Saved entries:
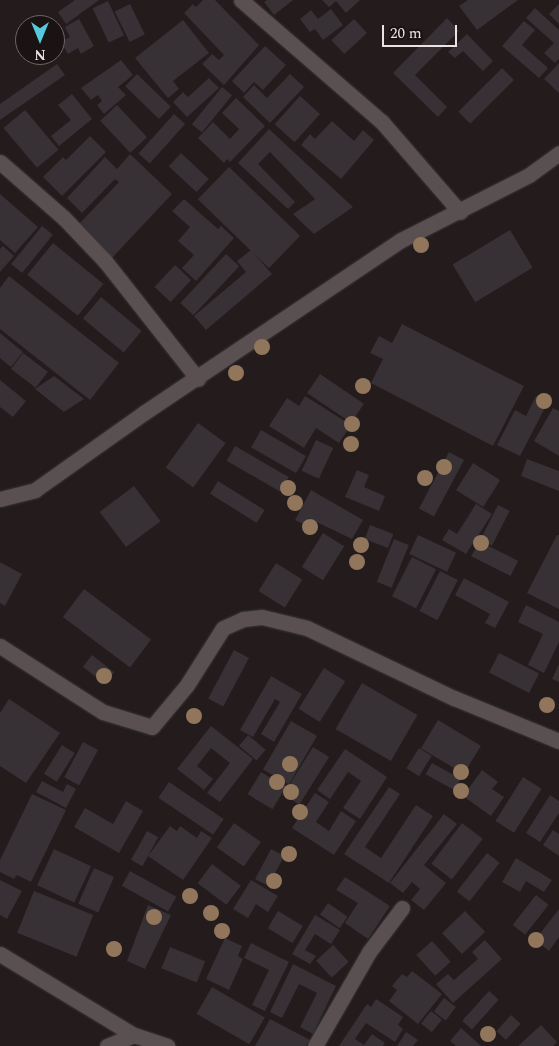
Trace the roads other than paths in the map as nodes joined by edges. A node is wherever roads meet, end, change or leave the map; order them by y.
1 (241, 0) edge
2 (559, 154) edge
3 (0, 162) edge
4 (460, 212) junction
5 (198, 379) junction
6 (0, 499) edge
7 (0, 646) edge
8 (559, 741) edge
9 (402, 908) dead end
10 (0, 954) edge
11 (134, 1035) junction
12 (107, 1046) edge
13 (167, 1046) edge
14 (315, 1046) edge

1 - 4 street
2 - 4 street
3 - 5 street
4 - 5 street
5 - 6 street
7 - 8 street
9 - 14 street
10 - 11 street
11 - 12 street
11 - 13 street

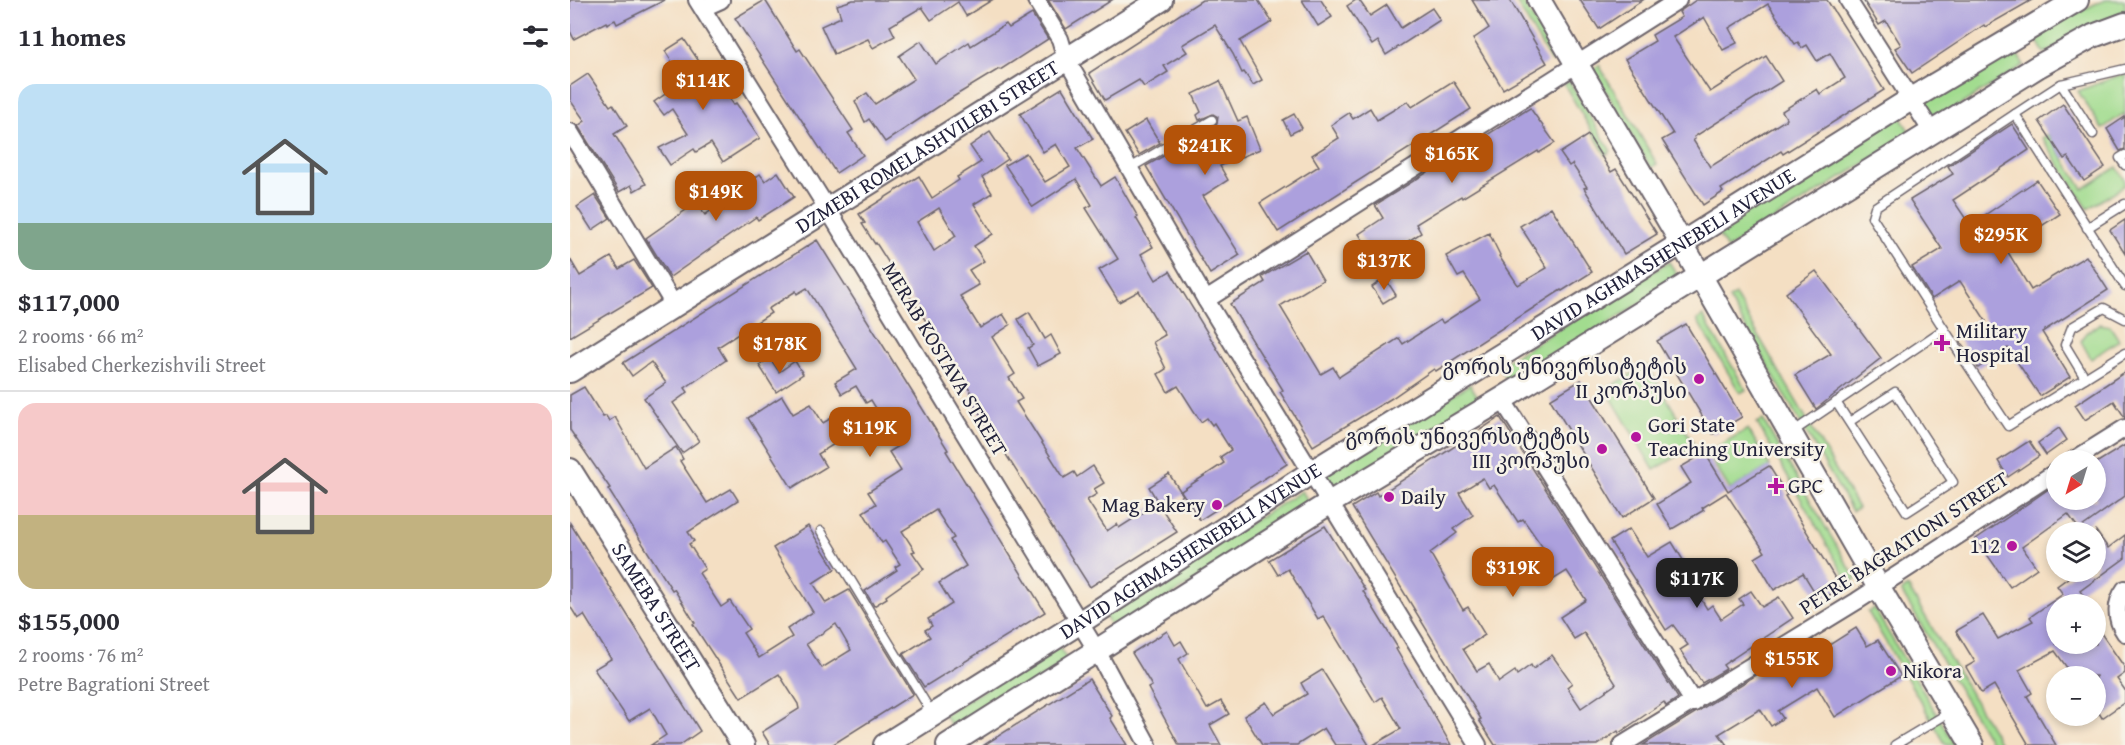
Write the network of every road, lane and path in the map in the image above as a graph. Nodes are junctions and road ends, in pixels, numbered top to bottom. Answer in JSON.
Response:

= WORK REQUEST =
Give back an exact reproduction of the entries, with all pictures excluded.

= ANSWER SPACE =
Trace the roads other than paths in the map as nodes joined by edges. A node is wherever roads meet, end, change or leave the map; order them by y.
1 (241, 0) edge
2 (559, 154) edge
3 (0, 162) edge
4 (460, 212) junction
5 (198, 379) junction
6 (0, 499) edge
7 (0, 646) edge
8 (559, 741) edge
9 (402, 908) dead end
10 (0, 954) edge
11 (134, 1035) junction
12 (107, 1046) edge
13 (167, 1046) edge
14 (315, 1046) edge

1 - 4 street
2 - 4 street
3 - 5 street
4 - 5 street
5 - 6 street
7 - 8 street
9 - 14 street
10 - 11 street
11 - 12 street
11 - 13 street

Write the network of every road, lane and path in the map in the image above as a graph. Nodes are junctions and road ends, in pixels, numbered top to bottom. Answer in JSON.
Response:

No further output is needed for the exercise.